Wade règle ses comptes

Publié le 4 mars 2007 Lecture : 3 minutes.

Dans le camp d’Idrissa Seck, la joie aura été de courte durée. À peine les résultats provisoires de l’élection présidentielle avaient-ils été annoncés par la Commission nationale de recensement des votes (CNRV), le 1er mars, que le chef de l’État réélu, Abdoulaye Wade, s’est rappelé au bon souvenir de son ancien Premier ministre en donnant une conférence de presse, au palais présidentiel. Arrivé en deuxième position lors du scrutin du 25 février, le leader de la formation Rewmi se voyait déjà en dauphin désigné. Wade lui a sèchement signifié que de telles spéculations n’étaient plus de saison.

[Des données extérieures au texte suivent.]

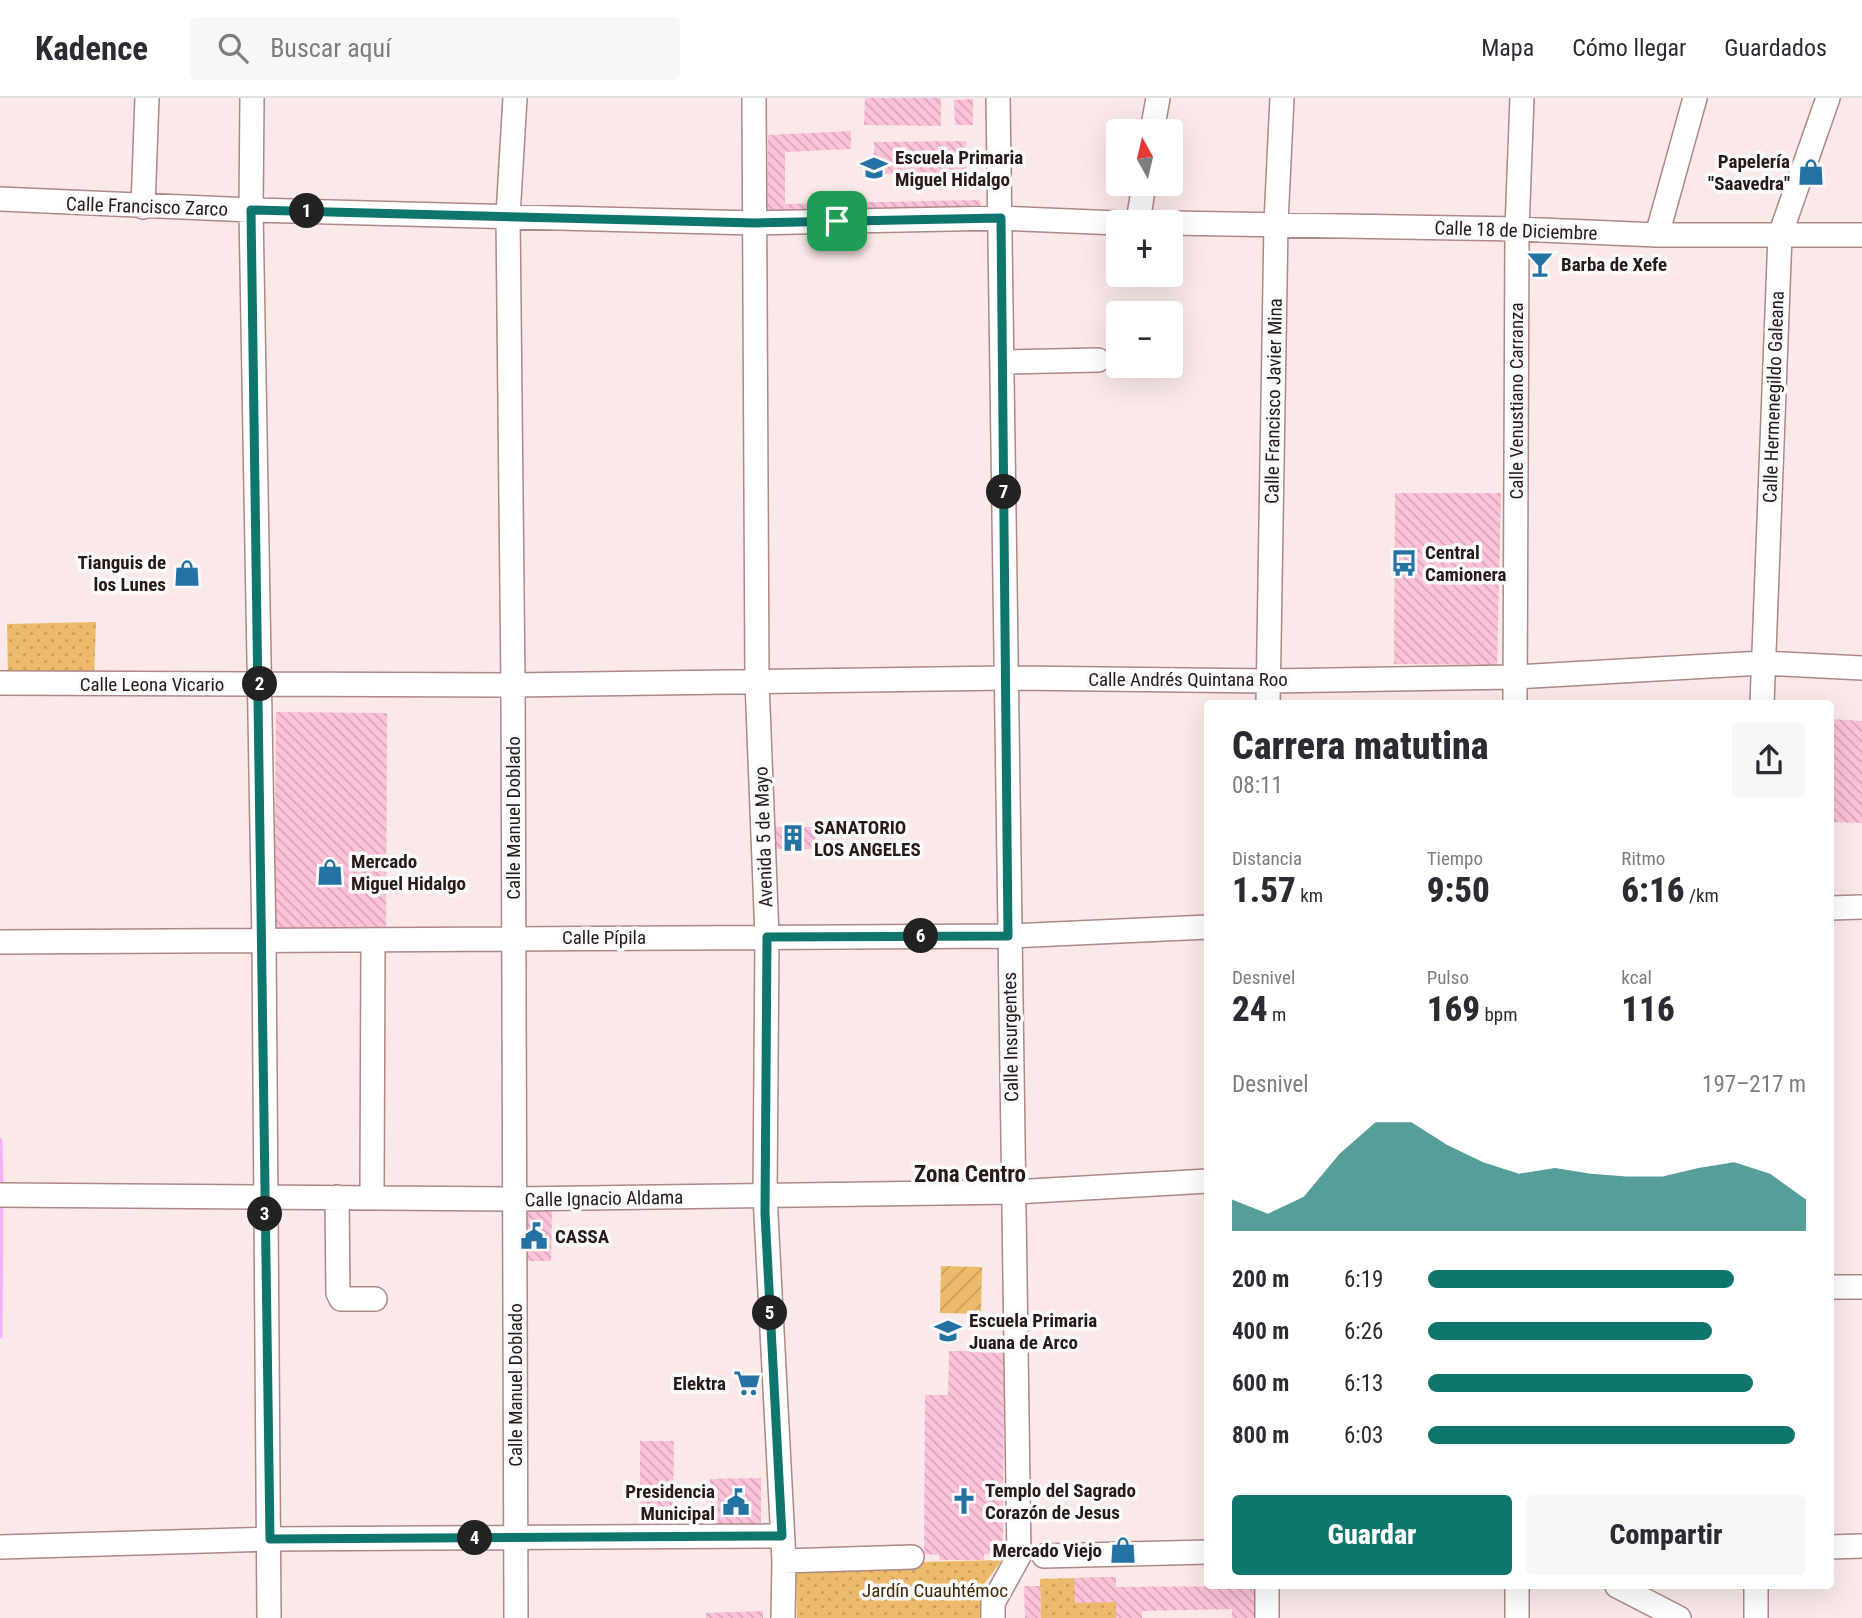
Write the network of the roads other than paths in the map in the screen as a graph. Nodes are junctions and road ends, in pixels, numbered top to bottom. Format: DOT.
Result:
graph roads {
  1 [pos="147,98"];
  2 [pos="253,98"];
  3 [pos="515,98"];
  4 [pos="754,98"];
  5 [pos="998,98"];
  6 [pos="1158,98"];
  7 [pos="1282,98"];
  8 [pos="1522,98"];
  9 [pos="1695,98"];
  10 [pos="1828,98"];
  11 [pos="1154,119"];
  12 [pos="0,199"];
  13 [pos="143,207"];
  14 [pos="251,210"];
  15 [pos="508,216"];
  16 [pos="1001,218"];
  17 [pos="1106,222"];
  18 [pos="755,223"];
  19 [pos="1183,223"];
  20 [pos="1276,223"];
  21 [pos="1517,229"];
  22 [pos="1657,235"];
  23 [pos="1780,235"];
  24 [pos="1862,235"];
  25 [pos="1098,360"];
  26 [pos="1003,362"];
  27 [pos="1762,663"];
  28 [pos="1862,667"];
  29 [pos="1515,677"];
  30 [pos="1006,678"];
  31 [pos="757,681"];
  32 [pos="0,683"];
  33 [pos="260,685"];
  34 [pos="513,685"];
  35 [pos="1268,692"];
  36 [pos="1515,700"];
  37 [pos="1762,700"];
  38 [pos="1862,907"];
  39 [pos="1834,908"];
  40 [pos="1204,927"];
  41 [pos="1008,936"];
  42 [pos="513,937"];
  43 [pos="767,937"];
  44 [pos="373,940"];
  45 [pos="0,942"];
  46 [pos="264,942"];
  47 [pos="1204,1181"];
  48 [pos="1014,1192"];
  49 [pos="0,1195"];
  50 [pos="372,1196"];
  51 [pos="765,1196"];
  52 [pos="337,1197"];
  53 [pos="264,1199"];
  54 [pos="514,1199"];
  55 [pos="1834,1287"];
  56 [pos="1862,1287"];
  57 [pos="374,1299"];
  58 [pos="782,1536"];
  59 [pos="515,1538"];
  60 [pos="270,1539"];
  61 [pos="1862,1546"];
  62 [pos="0,1547"];
  63 [pos="1834,1547"];
  64 [pos="1204,1552"];
  65 [pos="1032,1556"];
  66 [pos="912,1557"];
  67 [pos="784,1561"];
  68 [pos="1267,1589"];
  69 [pos="1517,1589"];
  70 [pos="1623,1589"];
  71 [pos="1756,1589"];
  72 [pos="270,1618"];
  73 [pos="516,1618"];
  74 [pos="783,1618"];
  75 [pos="993,1618"];
  76 [pos="1267,1618"];
  77 [pos="1517,1618"];
  78 [pos="1679,1618"];
  79 [pos="1756,1618"];
  1 -- 13 [label="street"];
  2 -- 14 [label="street"];
  3 -- 15 [label="street, Calle Manuel Doblado"];
  4 -- 18 [label="street, Avenida 5 de Mayo"];
  5 -- 16 [label="street, Calle Insurgentes"];
  6 -- 11 [label="street"];
  7 -- 20 [label="street, Calle Francisco Javier Mina"];
  8 -- 21 [label="street, Calle Venustiano Carranza"];
  9 -- 22 [label="street"];
  10 -- 23 [label="street, Calle Hermenegildo Galeana"];
  12 -- 13 [label="street, Calle Francisco Zarco"];
  13 -- 14 [label="street, Calle Francisco Zarco"];
  14 -- 15 [label="street, Calle Francisco Zarco"];
  14 -- 33 [label="street"];
  15 -- 18 [label="street, Calle Francisco Zarco"];
  15 -- 34 [label="street, Calle Manuel Doblado"];
  16 -- 17 [label="street"];
  16 -- 18 [label="street"];
  16 -- 26 [label="street, Calle Insurgentes"];
  18 -- 31 [label="street, Avenida 5 de Mayo"];
  19 -- 20 [label="street, Calle 18 de Diciembre"];
  20 -- 21 [label="street, Calle 18 de Diciembre"];
  20 -- 35 [label="street, Calle Francisco Javier Mina"];
  21 -- 22 [label="street, Calle 18 de Diciembre"];
  21 -- 29 [label="street, Calle Venustiano Carranza"];
  22 -- 23 [label="street, Calle 18 de Diciembre"];
  23 -- 24 [label="street, Calle 18 de Diciembre"];
  23 -- 27 [label="street, Calle Hermenegildo Galeana"];
  25 -- 26 [label="street"];
  26 -- 30 [label="street, Calle Insurgentes"];
  27 -- 28 [label="street, Calle Andrés Quintana Roo"];
  27 -- 29 [label="street, Calle Andrés Quintana Roo"];
  27 -- 37 [label="street, Calle Hermenegildo Galeana"];
  29 -- 35 [label="street, Calle Andrés Quintana Roo"];
  29 -- 36 [label="street, Calle Venustiano Carranza"];
  30 -- 31 [label="street, Calle Andrés Quintana Roo"];
  30 -- 35 [label="street, Calle Andrés Quintana Roo"];
  30 -- 41 [label="street, Calle Insurgentes"];
  31 -- 34 [label="street, Calle Andrés Quintana Roo"];
  31 -- 43 [label="street, Avenida 5 de Mayo"];
  32 -- 33 [label="street, Calle Leona Vicario"];
  33 -- 34 [label="street, Calle Leona Vicario"];
  33 -- 46 [label="street"];
  34 -- 42 [label="street, Calle Manuel Doblado"];
  38 -- 39 [label="street"];
  40 -- 41 [label="street, Calle Pípila"];
  41 -- 43 [label="street, Calle Pípila"];
  41 -- 48 [label="street, Calle Insurgentes"];
  42 -- 43 [label="street, Calle Pípila"];
  42 -- 44 [label="street, Calle Pípila"];
  42 -- 54 [label="street, Calle Manuel Doblado"];
  43 -- 51 [label="street, Avenida 5 de Mayo"];
  44 -- 46 [label="street, Calle Pípila"];
  44 -- 50 [label="street"];
  45 -- 46 [label="street, Calle Pípila"];
  46 -- 53 [label="street"];
  47 -- 48 [label="street, Calle Ignacio Aldama"];
  48 -- 51 [label="street, Calle Ignacio Aldama"];
  48 -- 65 [label="street, Calle Insurgentes"];
  49 -- 53 [label="street, Calle Ignacio Aldama"];
  50 -- 52 [label="street, Calle Ignacio Aldama"];
  50 -- 54 [label="street, Calle Ignacio Aldama"];
  51 -- 54 [label="street, Calle Ignacio Aldama"];
  51 -- 58 [label="street, Avenida 5 de Mayo"];
  52 -- 53 [label="street, Calle Ignacio Aldama"];
  52 -- 57 [label="street"];
  53 -- 60 [label="street"];
  54 -- 59 [label="street, Calle Manuel Doblado"];
  55 -- 56 [label="street"];
  58 -- 59 [label="street"];
  58 -- 67 [label="street, Avenida 5 de Mayo"];
  59 -- 60 [label="street"];
  59 -- 73 [label="street, Calle Manuel Doblado"];
  60 -- 62 [label="street"];
  60 -- 72 [label="street"];
  61 -- 63 [label="street"];
  64 -- 65 [label="street"];
  65 -- 75 [label="street"];
  66 -- 67 [label="street"];
  67 -- 74 [label="street, Avenida 5 de Mayo"];
  68 -- 76 [label="street"];
  69 -- 77 [label="street"];
  70 -- 78 [label="street"];
  71 -- 79 [label="street"];
}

« Au grand dam de mes collaborateurs, j’ai dit que je pardonnerai à tout le monde, y compris à Idrissa Seck pour ce qu’il m’a fait. [] Mais je ne peux pardonner les griefs faits à l’État », lance-t-il. En clair, on rouvre les dossiers, et notamment celui des chantiers de Thiès, qui a valu à Seck un limogeage sans préavis de la primature, en avril 2004, puis du PDS, en avril 2005, et, pour finir, un emprisonnement de juillet 2005 à février 2006. « J’ai demandé la suspension des poursuites judiciaires avant les élections, mais ne soyez pas surpris que la justice reprenne son cours normal. C’est un devoir républicain », ajoute le chef de l’État. La menace est on ne peut plus claire. Les quatre entretiens que les deux hommes ont eus, quelques semaines avant le lancement de la campagne, pour sceller leur réconciliation sont de l’histoire ancienne. À l’hypothèse d’une alliance entre le « Vieux » et celui qui fut son « fils spirituel », le président répond par une fin de non-recevoir et parle de « rupture définitive ». Plus grave, il évoque, pour la première fois, la délicate question des « fonds politiques ».
Exhibant un document daté du 29 décembre 2005 censé prouver que le maire de Thiès s’était engagé à restituer 7 milliards de F CFA à l’État en échange de sa libération, Wade lui porte alors le coup de grâce. Cette somme, affirme-t-il, n’a jamais été versée. L’ancien Premier ministre a reconnu avoir conservé une partie des fonds mis à sa disposition pendant son passage à la primature. « Nous pensons qu’il y a encore 40 milliards, et même plus, déposés sur un compte à New York. La justice a lancé une commission rogatoire. La France nous a donné un rapport complet, mais il reste le Luxembourg, la Suisse et, surtout, les États-Unis. Nous demandons à ces pays de nous aider à récupérer cet argent mal acquis », commente Wade. À une question concernant le profil de l’homme appelé, conformément à la Constitution, à lui succéder au terme de son second mandat, dans cinq ans, il répond : « En tout état de cause, ce ne peut pas être Idrissa Seck, il faut qu’il le comprenne. »
Intraitable, le visage impassible, le « procureur », auprès duquel a pris place Viviane, son épouse, tient également à répondre aux accusations de corruption lancées contre son fils Karim, président de l’Agence nationale de l’organisation de la Conférence islamique (Anoci), l’organisme chargé de préparer le sommet à Dakar, en mars 2008. « Mon fils n’est dans aucun poste où il a affaire à de l’argent », jure Wade, convaincu que Seck est « à l’origine des rumeurs ».
Pour autant, cela ne l’incite pas à ménager ses autres opposants, notamment Moustapha Niasse et Ousmane Tanor Dieng, deux de ses concurrents malheureux de la présidentielle, contre lesquels il n’hésite pas à exhumer de vieux dossiers. Le président réélu dès le premier tour estime avoir désormais les coudées franches et ne rien devoir à personne. Une situation idéale pour régler quelques comptes et, s’il le faut, mettre au pas son opposition. Une opposition que Seck n’a sans doute plus d’autre choix que de rejoindre avant les élections législatives de juin prochain.